**THE PROBLEM**
Report all lines of the data below that hold the word "lane".

**GIVEN ENTRIES**
/---

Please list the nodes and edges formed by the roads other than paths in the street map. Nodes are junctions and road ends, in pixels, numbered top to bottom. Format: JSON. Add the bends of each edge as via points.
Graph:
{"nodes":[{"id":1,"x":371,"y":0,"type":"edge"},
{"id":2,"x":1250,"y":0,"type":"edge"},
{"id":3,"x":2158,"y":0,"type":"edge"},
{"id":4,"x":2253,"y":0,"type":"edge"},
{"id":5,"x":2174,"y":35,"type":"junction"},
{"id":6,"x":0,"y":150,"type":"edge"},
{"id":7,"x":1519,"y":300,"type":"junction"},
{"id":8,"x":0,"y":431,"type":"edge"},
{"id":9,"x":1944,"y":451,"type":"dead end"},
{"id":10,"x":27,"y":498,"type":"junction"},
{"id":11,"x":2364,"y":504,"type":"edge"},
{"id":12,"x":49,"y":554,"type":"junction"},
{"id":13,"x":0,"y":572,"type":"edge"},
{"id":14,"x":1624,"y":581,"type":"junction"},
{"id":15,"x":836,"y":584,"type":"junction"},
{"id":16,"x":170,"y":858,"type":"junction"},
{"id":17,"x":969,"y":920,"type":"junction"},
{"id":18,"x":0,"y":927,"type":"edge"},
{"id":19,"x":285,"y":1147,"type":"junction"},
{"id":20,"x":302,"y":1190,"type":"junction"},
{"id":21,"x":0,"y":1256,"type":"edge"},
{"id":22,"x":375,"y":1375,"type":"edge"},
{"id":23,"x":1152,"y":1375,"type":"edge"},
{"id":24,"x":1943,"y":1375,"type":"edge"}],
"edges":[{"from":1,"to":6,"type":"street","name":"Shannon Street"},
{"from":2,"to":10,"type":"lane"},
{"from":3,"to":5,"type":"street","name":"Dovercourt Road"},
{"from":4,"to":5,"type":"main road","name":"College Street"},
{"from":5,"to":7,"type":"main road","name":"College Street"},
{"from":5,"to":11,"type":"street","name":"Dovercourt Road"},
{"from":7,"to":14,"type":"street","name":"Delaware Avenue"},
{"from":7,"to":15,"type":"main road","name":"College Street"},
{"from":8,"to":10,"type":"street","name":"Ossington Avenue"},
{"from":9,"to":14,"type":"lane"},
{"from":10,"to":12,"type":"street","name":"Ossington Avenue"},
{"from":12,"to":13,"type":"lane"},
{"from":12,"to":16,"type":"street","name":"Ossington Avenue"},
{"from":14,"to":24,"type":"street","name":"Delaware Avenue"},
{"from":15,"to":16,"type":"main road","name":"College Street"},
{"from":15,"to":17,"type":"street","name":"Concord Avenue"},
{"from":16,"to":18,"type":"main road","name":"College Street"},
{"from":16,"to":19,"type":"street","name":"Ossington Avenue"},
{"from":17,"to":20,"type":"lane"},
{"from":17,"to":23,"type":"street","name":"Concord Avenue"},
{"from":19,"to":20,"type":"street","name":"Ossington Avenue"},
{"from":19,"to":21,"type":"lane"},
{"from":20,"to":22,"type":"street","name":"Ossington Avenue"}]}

\---

**ANSWER FOR THE TASK**
{"from":2,"to":10,"type":"lane"},
{"from":9,"to":14,"type":"lane"},
{"from":12,"to":13,"type":"lane"},
{"from":17,"to":20,"type":"lane"},
{"from":19,"to":21,"type":"lane"},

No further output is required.